Berlin, capital of the German government and home of the Kaiser, Kongsberg, the capital of East Prussia and coronation seat of the Hohenzollern Kings of Prussia , Essen, site of the famous Krupp artillery and munition works, Stuttgart, centre of German engineering and military research, and the Kiel Canal, home of the Kaiserliche Marine, were all destroyed.
In Berlin, where two bombs fell, the results of the bombing were the instant destruction of the Reichstag building, the Brandenburg Gate and the entirety of the historic old city as well as the factory districts. The death toll in the first week was one and a half million from the blast, radiation and the resultant firestorm. Amongst the dead were included almost the entire German government and Reichstag members, along with much of the German imperial family and Kaiser Willhelm III himself.
Kaiser Willhelm III von Preussen of Germany. Reign: 4 June 1941 – 18 March 1951
The cities of both Koenigsburg and Stuttgart were almost completely vaporised and reduced to a flattened, featureless moonscape - along with 400,000 civilians across the two cities.
Essen too, was completely destroyed, ripping the heart out of the Ruhr and destroying in an instant the Krupp plants, home of German panzer tank manufacture, along with most of the Krupp industrial dynasty itself and 350,000 of the city’s inhabitants - as well as overwhelming much of the Ruhr with refugees and taking thousands of men away from the factories to fight, with improvised tools, the firestorm which threatened to spread beyond the shattered remnants of Essen.
In Kiel, not only was the famous military canal sealed with tens of thousands of tonnes of radioactive rubble, but much of the Kaiserliche Marine was caught in the blast at harbour - the greatest navy in the world being reduced to a third rate navy at best in a matter of minutes as the hulls of the ships melted in the heat and their crews were either incinerated or killed by massive doses of radiation poisoning.

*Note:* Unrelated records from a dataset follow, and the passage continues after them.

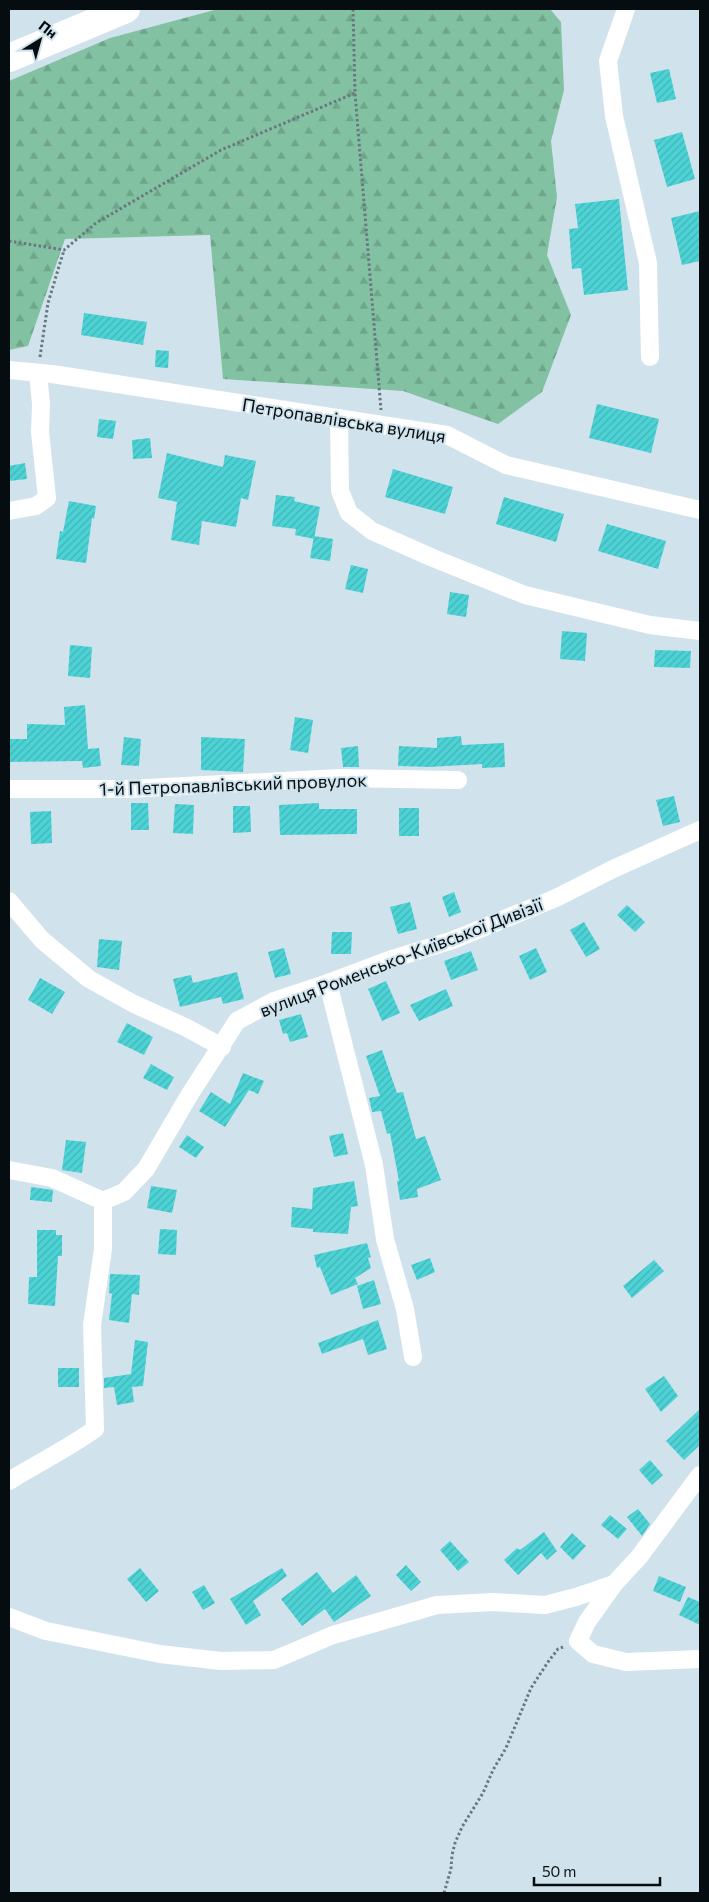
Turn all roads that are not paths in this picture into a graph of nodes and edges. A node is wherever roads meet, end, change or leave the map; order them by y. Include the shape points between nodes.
1 (126, 9) edge
2 (626, 9) edge
3 (9, 58) edge
4 (650, 357) dead end
5 (9, 370) edge
6 (38, 373) junction
7 (339, 418) junction
8 (700, 510) edge
9 (9, 511) edge
10 (700, 631) edge
11 (458, 780) dead end
12 (9, 789) edge
13 (700, 830) edge
14 (9, 901) edge
15 (328, 983) junction
16 (222, 1047) junction
17 (9, 1170) edge
18 (104, 1201) junction
19 (413, 1357) dead end
20 (700, 1475) edge
21 (9, 1481) edge
22 (614, 1584) junction
23 (9, 1616) edge
24 (700, 1659) edge

1 - 3 main road
2 - 4 street via 608,61 614,116 648,263
5 - 6 street, Петропавлівська вулиця
6 - 7 street, Петропавлівська вулиця
6 - 9 street via 47,498 36,506
7 - 8 street, Петропавлівська вулиця via 447,435 506,465
7 - 10 street via 340,491 349,513 372,531 525,595 650,625
11 - 12 street, 1-й Петропавлівський провулок via 338,778 127,789
13 - 15 street, вулиця Роменсько-Київської Дивізії via 556,898 452,940
14 - 16 street via 42,940 90,979
15 - 16 street, вулиця Роменсько-Київської Дивізії via 274,1001 237,1021
15 - 19 street via 374,1165 385,1239
16 - 18 street, вулиця Роменсько-Київської Дивізії via 146,1169 124,1192
17 - 18 street via 52,1178
18 - 21 street via 103,1250 92,1324 95,1429
20 - 22 street via 640,1558
22 - 23 street via 545,1604 437,1605 332,1635 274,1660 221,1661 160,1654 46,1631
22 - 24 street via 587,1622 578,1641 593,1654 626,1662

However, as the bomb was targeted at the naval harbour, casualties were comparatively light - “only” 100,000 of whom most were military personnel.
The consequences of the attack were both immediate and long lasting. One of the most significant immediate outcomes was to convince Poland, already in receipt of south French provinces regarding the return of Silesia and Poznan, to declare the dissolution of its alliance to Germany and its assumption of a state of “armed neutrality”, cutting Ukrainian forces off from their German allies.
Even more significantly, the deaths of Kaiser Willhelm III (though not his heir) and the democratically elected SDP government of Germany created a power vacuum which would swiftly be filled by the conservative and Prussian aristocrat dominated German military - the only national institution which, although damaged, had survived the atomic bombing of Germany without the complete destruction of its command structure.
This was crucial to the future of Germany for the remainder of the war for, while a civilian government would almost certainly have come to a negotiated peace after the atomic bombing, the new de facto military rulers of Germany were so enraged with what they saw as the barbaric massacre of the imperial family and the destruction of centres of German pride and national culture that they were quickly swept up into a vengeful fervour which drowned out any arguments in Germany other than that for brutal vengeance through the defeat of the national enemy and the execution of every single member of the south French government.
These were the results of the atomic bombing of Germany. Yet the De Gaulle Plan outlined the objectives of the attack as simply the “disruption of German mobilisation and command and control, as well as the reduction of enemy morale”.
With five cities destroyed this objective was undoubtedly fulfilled. At the cost of almost two million dead in the first 24 hours of the war, with tens of thousands more to follow in the next few days and weeks through the slow deaths of radiation poisoning.